(Dataset items)
|---|
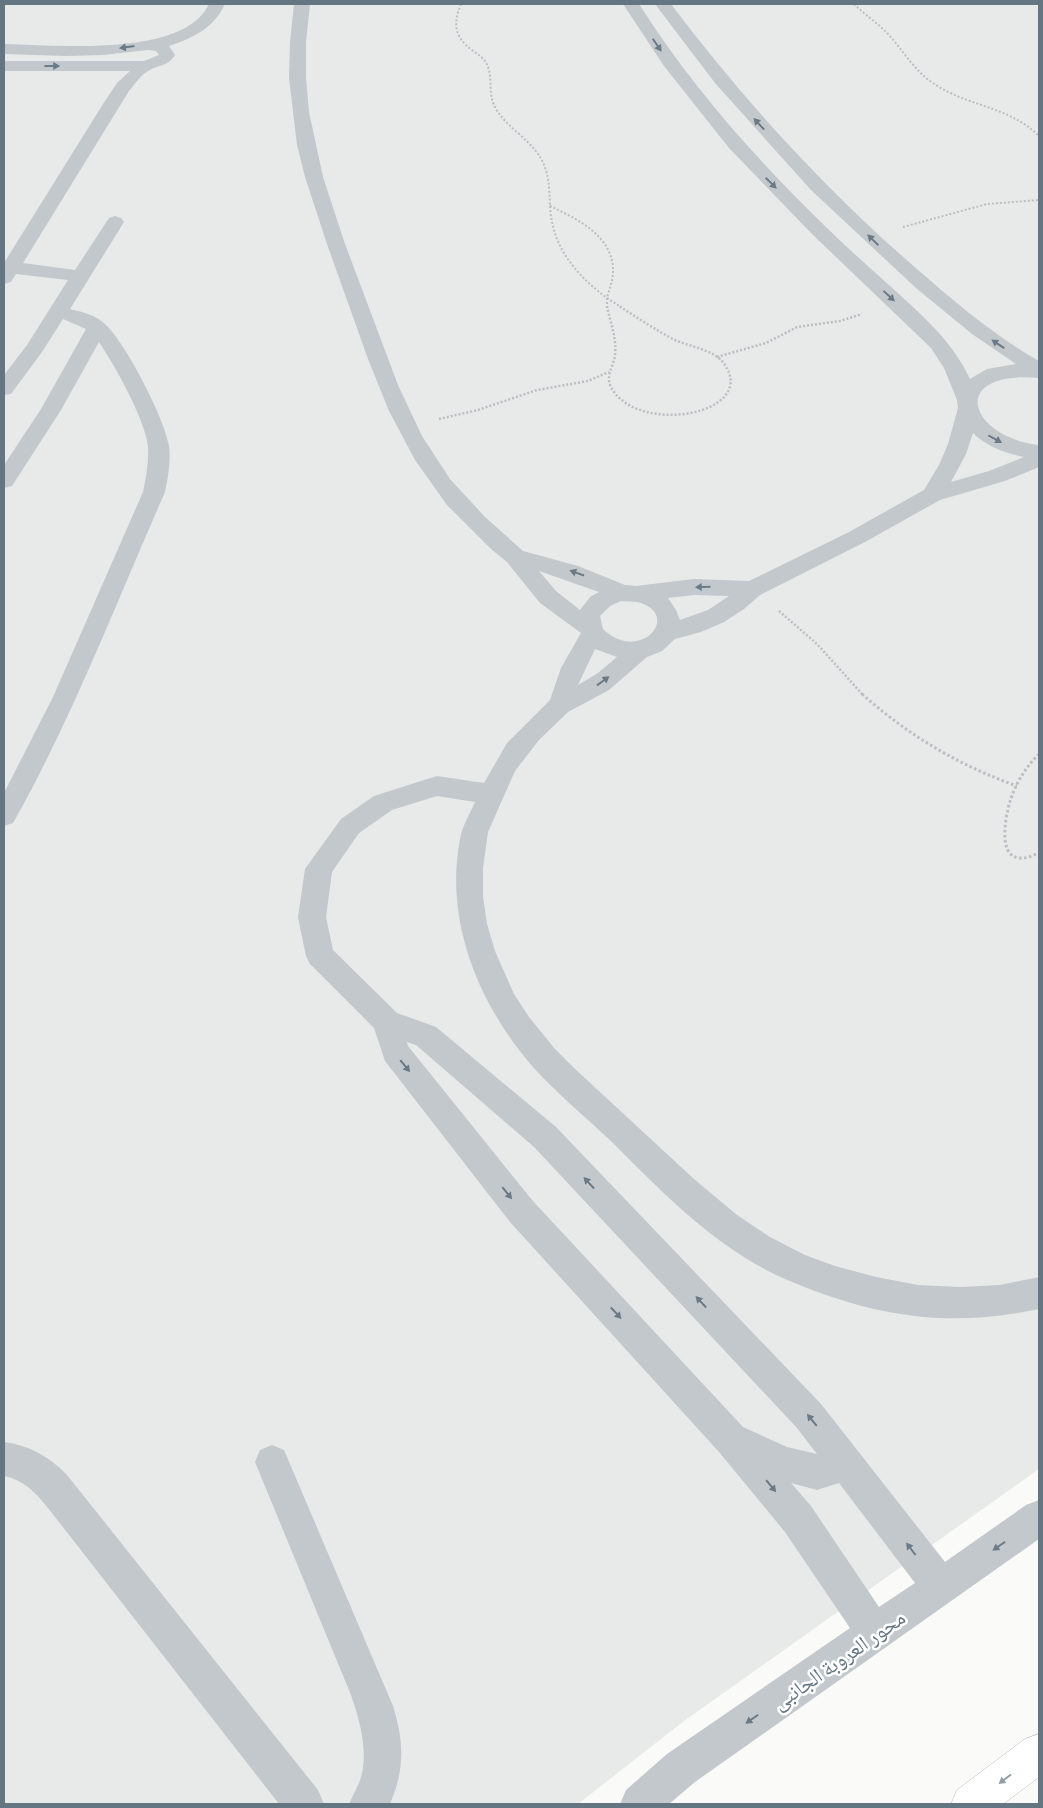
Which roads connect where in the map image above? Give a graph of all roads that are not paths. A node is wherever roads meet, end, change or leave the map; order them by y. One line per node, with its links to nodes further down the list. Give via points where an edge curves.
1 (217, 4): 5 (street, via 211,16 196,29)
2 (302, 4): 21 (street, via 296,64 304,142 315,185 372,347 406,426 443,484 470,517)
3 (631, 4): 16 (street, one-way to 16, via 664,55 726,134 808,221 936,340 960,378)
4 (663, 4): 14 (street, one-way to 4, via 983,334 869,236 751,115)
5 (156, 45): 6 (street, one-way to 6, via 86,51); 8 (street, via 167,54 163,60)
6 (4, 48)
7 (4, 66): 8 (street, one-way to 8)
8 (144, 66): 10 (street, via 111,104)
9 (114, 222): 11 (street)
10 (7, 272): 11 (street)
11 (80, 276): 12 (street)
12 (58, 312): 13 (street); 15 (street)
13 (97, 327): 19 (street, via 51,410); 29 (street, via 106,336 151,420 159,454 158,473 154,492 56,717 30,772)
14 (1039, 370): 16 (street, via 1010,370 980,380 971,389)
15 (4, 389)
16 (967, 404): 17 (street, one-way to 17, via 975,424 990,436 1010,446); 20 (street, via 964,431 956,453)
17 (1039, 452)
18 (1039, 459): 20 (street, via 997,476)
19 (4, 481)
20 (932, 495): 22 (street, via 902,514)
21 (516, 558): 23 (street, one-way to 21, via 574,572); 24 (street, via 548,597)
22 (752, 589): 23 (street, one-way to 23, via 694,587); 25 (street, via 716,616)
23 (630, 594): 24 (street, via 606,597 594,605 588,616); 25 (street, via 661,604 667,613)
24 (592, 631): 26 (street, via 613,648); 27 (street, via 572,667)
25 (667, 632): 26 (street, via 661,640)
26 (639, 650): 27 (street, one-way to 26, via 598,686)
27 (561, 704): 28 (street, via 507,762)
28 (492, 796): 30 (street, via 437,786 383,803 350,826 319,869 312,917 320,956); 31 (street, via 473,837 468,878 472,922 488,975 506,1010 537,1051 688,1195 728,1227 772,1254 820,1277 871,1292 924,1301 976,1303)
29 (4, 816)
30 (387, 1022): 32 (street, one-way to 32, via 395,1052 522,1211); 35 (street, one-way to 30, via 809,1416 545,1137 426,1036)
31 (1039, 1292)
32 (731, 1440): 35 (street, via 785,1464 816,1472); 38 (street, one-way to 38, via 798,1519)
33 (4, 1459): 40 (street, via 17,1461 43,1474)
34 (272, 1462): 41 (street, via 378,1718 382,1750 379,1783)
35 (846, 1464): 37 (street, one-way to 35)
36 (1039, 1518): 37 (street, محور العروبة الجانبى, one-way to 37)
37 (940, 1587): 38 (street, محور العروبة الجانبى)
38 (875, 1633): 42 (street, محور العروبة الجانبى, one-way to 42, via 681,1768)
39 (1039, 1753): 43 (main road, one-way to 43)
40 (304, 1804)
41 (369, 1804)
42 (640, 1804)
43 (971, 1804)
|---|
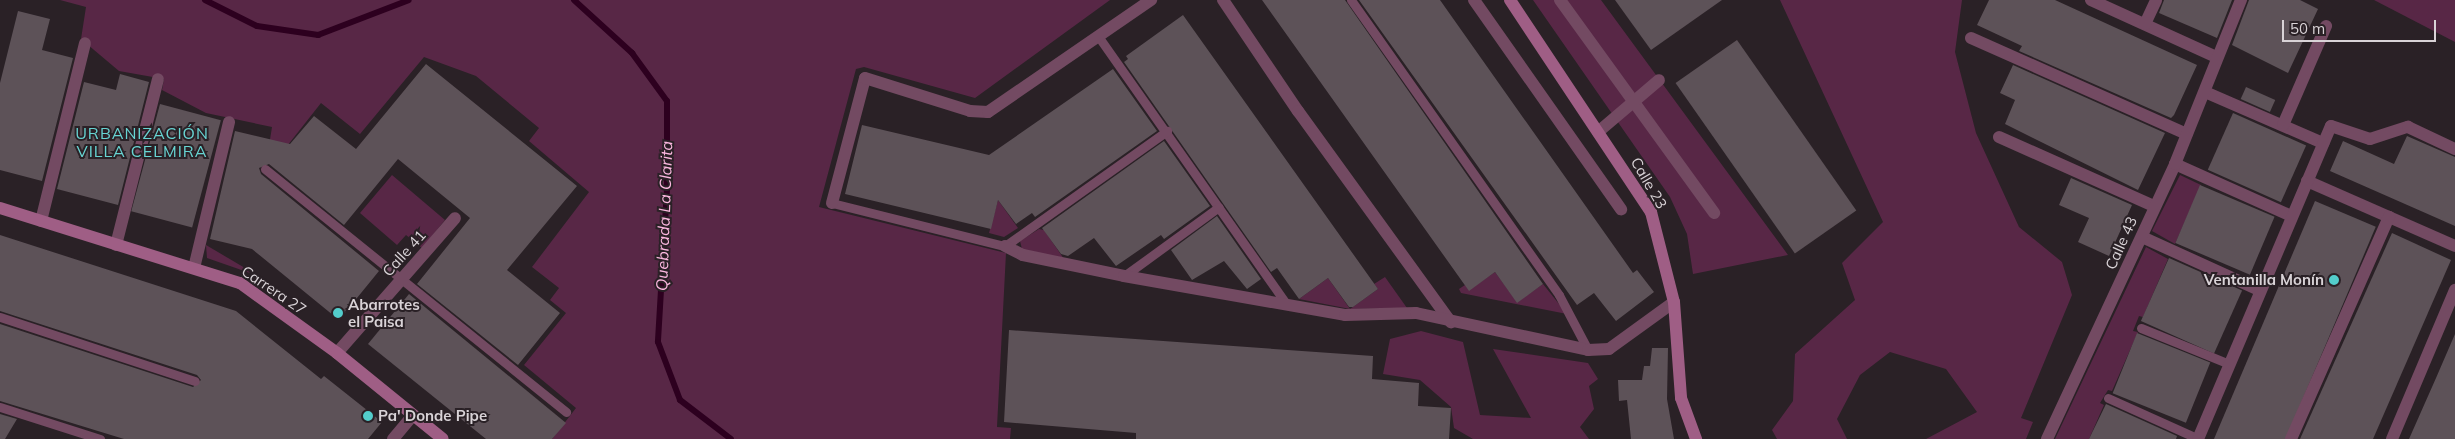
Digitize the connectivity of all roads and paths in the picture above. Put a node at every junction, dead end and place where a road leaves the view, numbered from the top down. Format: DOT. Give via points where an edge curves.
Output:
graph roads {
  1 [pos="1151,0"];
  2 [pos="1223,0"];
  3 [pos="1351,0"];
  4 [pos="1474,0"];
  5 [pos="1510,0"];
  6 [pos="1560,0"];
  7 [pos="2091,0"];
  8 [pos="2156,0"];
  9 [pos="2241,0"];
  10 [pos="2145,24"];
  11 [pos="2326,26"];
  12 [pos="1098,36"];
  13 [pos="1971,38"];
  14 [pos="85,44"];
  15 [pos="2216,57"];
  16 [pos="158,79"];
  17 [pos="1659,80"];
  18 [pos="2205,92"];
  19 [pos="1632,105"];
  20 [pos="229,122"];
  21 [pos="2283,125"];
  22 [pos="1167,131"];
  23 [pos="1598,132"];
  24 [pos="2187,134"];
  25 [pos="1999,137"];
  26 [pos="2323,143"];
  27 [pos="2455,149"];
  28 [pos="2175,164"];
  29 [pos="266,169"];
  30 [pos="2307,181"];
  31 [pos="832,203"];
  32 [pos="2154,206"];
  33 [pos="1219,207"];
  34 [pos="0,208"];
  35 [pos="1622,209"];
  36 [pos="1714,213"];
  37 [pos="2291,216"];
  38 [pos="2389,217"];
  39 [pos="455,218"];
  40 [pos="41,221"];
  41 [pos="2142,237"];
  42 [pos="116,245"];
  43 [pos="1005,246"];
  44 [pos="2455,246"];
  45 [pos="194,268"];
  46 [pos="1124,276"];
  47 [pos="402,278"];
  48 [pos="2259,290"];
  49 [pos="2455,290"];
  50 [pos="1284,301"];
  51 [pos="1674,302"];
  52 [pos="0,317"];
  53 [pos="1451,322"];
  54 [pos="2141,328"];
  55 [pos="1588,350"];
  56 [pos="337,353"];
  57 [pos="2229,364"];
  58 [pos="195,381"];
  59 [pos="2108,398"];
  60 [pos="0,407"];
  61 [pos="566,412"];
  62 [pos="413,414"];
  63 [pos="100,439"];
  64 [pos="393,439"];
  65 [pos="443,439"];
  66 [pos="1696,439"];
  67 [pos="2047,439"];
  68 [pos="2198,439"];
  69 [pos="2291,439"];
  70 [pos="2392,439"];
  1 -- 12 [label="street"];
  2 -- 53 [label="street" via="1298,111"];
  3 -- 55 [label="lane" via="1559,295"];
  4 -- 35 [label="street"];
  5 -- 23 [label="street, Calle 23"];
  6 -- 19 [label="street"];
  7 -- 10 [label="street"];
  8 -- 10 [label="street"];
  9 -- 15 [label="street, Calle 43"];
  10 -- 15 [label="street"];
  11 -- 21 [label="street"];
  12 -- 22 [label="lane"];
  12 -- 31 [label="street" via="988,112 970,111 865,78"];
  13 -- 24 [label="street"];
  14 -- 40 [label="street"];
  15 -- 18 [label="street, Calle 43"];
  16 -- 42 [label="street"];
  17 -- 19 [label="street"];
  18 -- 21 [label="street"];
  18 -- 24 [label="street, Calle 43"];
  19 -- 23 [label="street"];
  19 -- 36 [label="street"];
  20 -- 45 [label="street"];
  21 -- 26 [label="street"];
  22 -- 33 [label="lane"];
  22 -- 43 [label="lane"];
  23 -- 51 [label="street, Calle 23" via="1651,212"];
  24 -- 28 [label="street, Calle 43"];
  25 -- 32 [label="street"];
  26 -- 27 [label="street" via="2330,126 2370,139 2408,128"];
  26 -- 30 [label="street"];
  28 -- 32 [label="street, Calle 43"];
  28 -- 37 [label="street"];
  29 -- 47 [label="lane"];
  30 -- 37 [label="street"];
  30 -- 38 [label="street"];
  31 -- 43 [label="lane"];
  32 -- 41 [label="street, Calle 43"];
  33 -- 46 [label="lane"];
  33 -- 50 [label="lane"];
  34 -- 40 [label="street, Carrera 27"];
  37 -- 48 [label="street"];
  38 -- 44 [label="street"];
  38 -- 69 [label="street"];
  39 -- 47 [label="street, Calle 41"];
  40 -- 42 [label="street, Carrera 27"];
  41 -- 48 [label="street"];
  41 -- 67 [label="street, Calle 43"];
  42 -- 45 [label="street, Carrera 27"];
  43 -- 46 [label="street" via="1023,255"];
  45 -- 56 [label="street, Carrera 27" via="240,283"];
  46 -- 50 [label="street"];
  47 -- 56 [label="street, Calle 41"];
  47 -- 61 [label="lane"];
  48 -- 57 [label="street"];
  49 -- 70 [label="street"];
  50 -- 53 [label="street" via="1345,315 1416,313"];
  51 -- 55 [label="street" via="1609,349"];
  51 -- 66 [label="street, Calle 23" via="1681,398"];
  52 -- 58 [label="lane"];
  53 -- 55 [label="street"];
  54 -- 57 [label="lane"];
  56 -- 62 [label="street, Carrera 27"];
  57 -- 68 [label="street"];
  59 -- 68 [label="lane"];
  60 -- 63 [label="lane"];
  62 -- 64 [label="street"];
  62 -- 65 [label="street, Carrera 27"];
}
|---|
What is needed:
The answer consists of the lines above that include the word "graph", each copied exactly.

Output for this exercise:
Which roads connect where in the map image above? Give a graph of all roads that are not paths. A node is wherever roads meet, end, change or leave the map; order them by y. One line per node, with its links to nodes further down the list. Give via points where an edge curves.
graph roads {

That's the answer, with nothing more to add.